(Stored data entries)

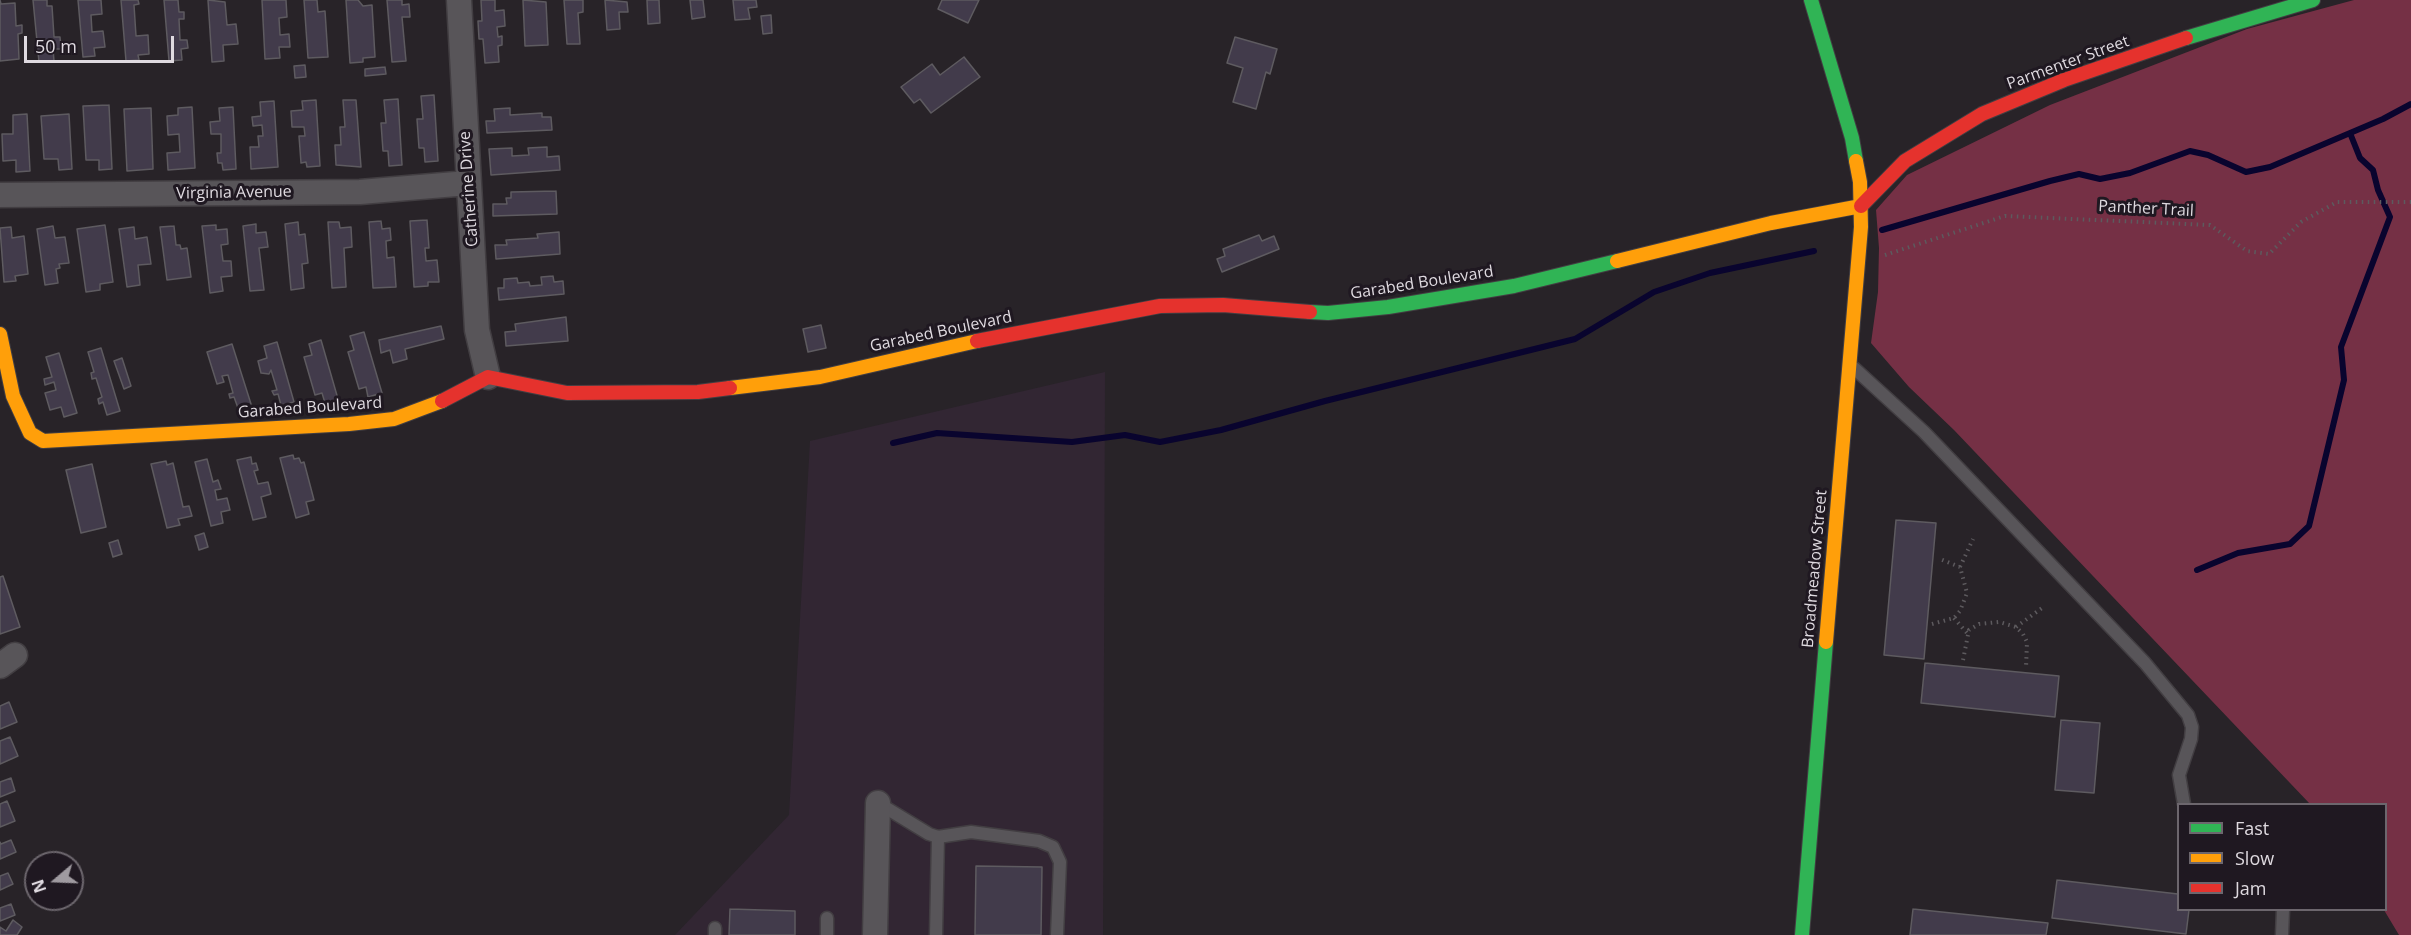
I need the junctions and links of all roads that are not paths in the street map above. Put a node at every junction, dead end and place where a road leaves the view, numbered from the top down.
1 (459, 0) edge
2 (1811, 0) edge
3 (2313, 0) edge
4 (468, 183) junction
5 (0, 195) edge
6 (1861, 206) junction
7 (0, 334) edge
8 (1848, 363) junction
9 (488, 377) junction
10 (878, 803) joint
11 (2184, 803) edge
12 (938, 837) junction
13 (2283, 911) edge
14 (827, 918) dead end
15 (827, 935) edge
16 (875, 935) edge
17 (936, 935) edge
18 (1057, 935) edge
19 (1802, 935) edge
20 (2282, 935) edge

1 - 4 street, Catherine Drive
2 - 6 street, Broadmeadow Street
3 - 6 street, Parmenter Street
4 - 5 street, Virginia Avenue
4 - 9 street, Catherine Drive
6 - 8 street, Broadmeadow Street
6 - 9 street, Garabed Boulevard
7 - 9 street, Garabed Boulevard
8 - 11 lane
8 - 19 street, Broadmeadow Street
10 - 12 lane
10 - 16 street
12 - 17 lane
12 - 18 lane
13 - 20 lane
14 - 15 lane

# Your objective
Repeat the data word for word; drop the pictures.

# Your response
I need the junctions and links of all roads that are not paths in the street map above. Put a node at every junction, dead end and place where a road leaves the view, numbered from the top down.
1 (459, 0) edge
2 (1811, 0) edge
3 (2313, 0) edge
4 (468, 183) junction
5 (0, 195) edge
6 (1861, 206) junction
7 (0, 334) edge
8 (1848, 363) junction
9 (488, 377) junction
10 (878, 803) joint
11 (2184, 803) edge
12 (938, 837) junction
13 (2283, 911) edge
14 (827, 918) dead end
15 (827, 935) edge
16 (875, 935) edge
17 (936, 935) edge
18 (1057, 935) edge
19 (1802, 935) edge
20 (2282, 935) edge

1 - 4 street, Catherine Drive
2 - 6 street, Broadmeadow Street
3 - 6 street, Parmenter Street
4 - 5 street, Virginia Avenue
4 - 9 street, Catherine Drive
6 - 8 street, Broadmeadow Street
6 - 9 street, Garabed Boulevard
7 - 9 street, Garabed Boulevard
8 - 11 lane
8 - 19 street, Broadmeadow Street
10 - 12 lane
10 - 16 street
12 - 17 lane
12 - 18 lane
13 - 20 lane
14 - 15 lane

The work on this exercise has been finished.